AGG held substantial positions in carefully selected securitized mortgage bonds, as well as some very high yielding corporate bonds, and all of them held their investment grade ratings through the market meltdown of 2008.

It also has a big stake in a commercial mortgage backed securities (CMBS) issue yielding 11.83%. Barclays isn't the only investor to discover the magic of CMBS, which have been posting truly spectacular market yields, despite the horrible reputation of mortgage-backed bonds.

The crucial distinction is that CMBS are linked to commercial mortgages, rather than residential mortgages. Over the past five years, underwriting standards for commercial mortgages, which are used to finance warehouses, industrial buildings, stores, office buildings and apartment properties, have been much more stringent than those for residential mortgages.

Also, CMBS are structured in a way that protects investors from losses from anything less than enormous rates of default. As a result, about 80% of CMBS bonds on the market have kept their original Triple A ratings.

The market prices were pounded because the word "mortgage" frightened bond buyers. But the owners of most of those commercial buildings continued making their mortgage payments.

Darrell Wheeler, managing director and global head of CMBS Strategy & Analysis at Citi Global Markets, said these bonds are turning out 14–16% yields, which he describes as "outrageous." He said he'd rather hold CMBS as investments than Treasuries.

As with all other types of bonds, the way these bonds are marketed makes it impractical for individual investors to buy them directly. For most people, bond investing only make economic sense when it is done through some kind of a fund.

Based upon the talk heard in the world's major financial centers, there may be dozens of publicly traded distressed debt and CMBS funds on the market by spring. But for now, you have to hunt for them in the portfolios of funds and ETFs with names that wouldn't give you a clue that they hold significant amounts of distressed debt or CMBS.

An indirect way to invest in CMBS is to buy shares in regional banks and real estate investment trusts (REITs) that hold substantial positions in CMBS. But, again, you have to plow through their financial reports to find out just what they're holding in their portfolios.

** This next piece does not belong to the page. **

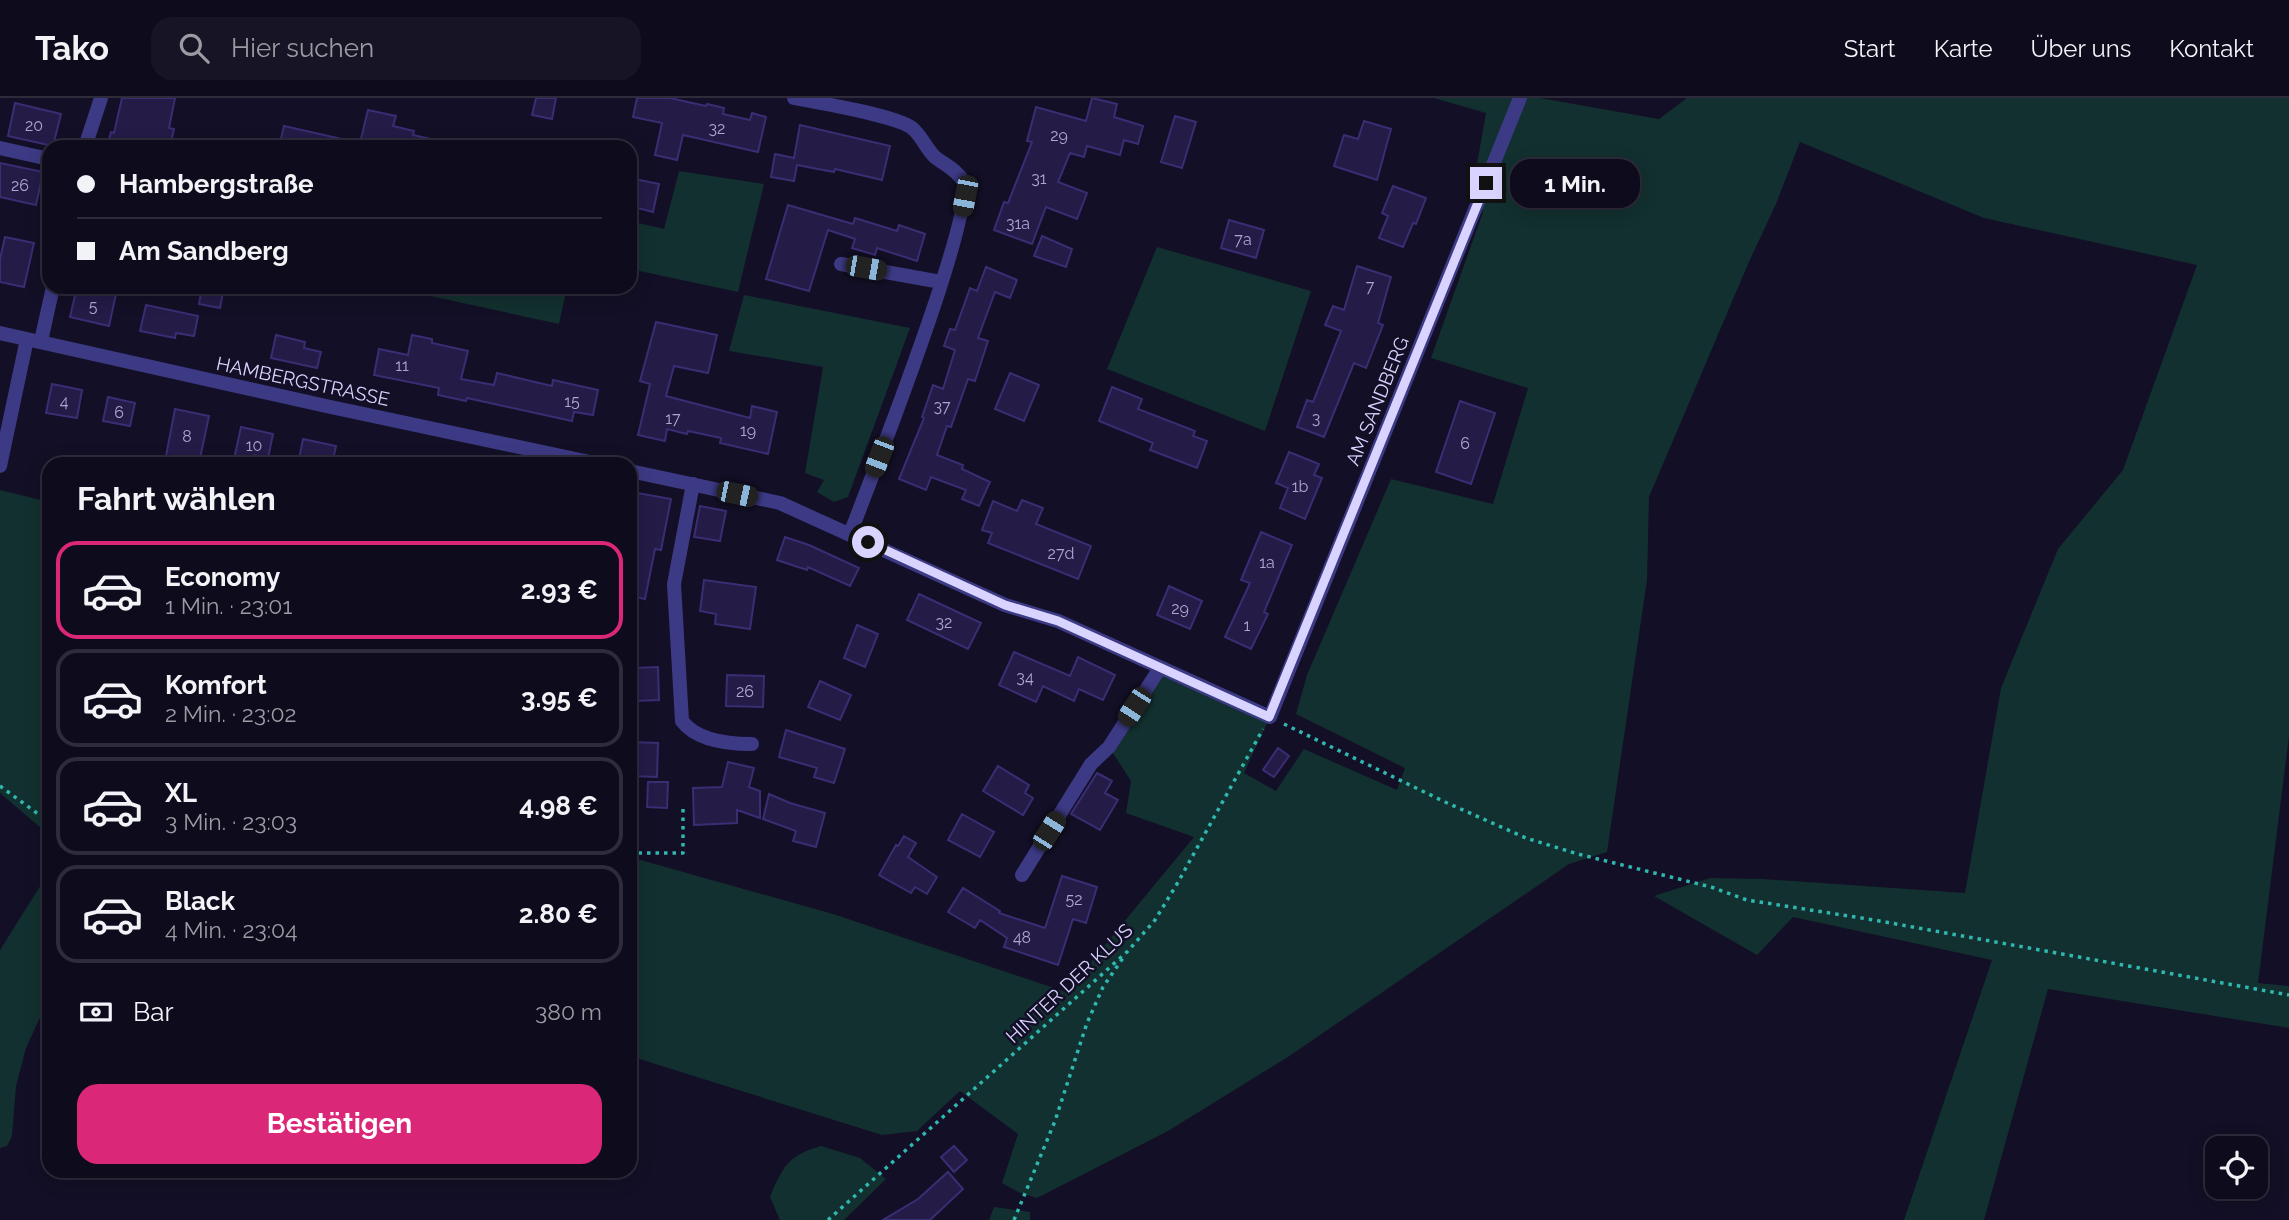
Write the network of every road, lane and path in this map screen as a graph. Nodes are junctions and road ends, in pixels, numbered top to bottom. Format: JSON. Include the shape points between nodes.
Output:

Regardless of how you look at it, says Bill Cara, president and chief trader of Cara Trading Advisors, Nassau, Bahamas, and author of the recent book, "Lessons From The Trader Wizard," now is an ideal time to buy the debt of financially sound, operating companies with investment grade credit ratings.

"Buying high-yield distressed debt makes sense at this point because as the economy improves, and with it the corporate prospects for refinancing at lower yields, the prices will rise from great depths," he said. "But this is a market for professionals." It should be noted that not everybody agrees that buying distressed debt is the best way to profit from today's market turmoil.

Ira J Perlmuter, managing director of T5 Equity Partners in New Jersey, buys distressed operating companies in bankruptcy, or on the verge of slipping into bankruptcy, for the family that owns The Mall of the USA.

"What I do is a little different," he said. "I buy whole companies that are in bankruptcy or some form of distress." Perlmuter said he buys basically good companies with sound business plans that got into trouble because of some kind of a problem, often the result of a lawsuit or taking on too much debt.

"We get as close to the assets as we can," Perlmuter said. "It's not a matter of owning some paper that gives us the right to collect something. We have the hard assets, machinery, buildings, land, the accounts receivable, everything."

He said taking over a company in bankruptcy and returning it to profitability is a lot more demanding and requires much more management expertise than buying debt. But there is some compensation for taking on these additional burdens. "I've done over $8 billion worth of bankruptcy and restructuring deals," Perlmuter concludes. "Last year we had a notional return of over 1,000%."

* Not being a resident of the UK or the US isn't really a problem. Most brokers with offices in the major offshore financial centers can get you shares in just about any major fund domiciled anywhere in the world.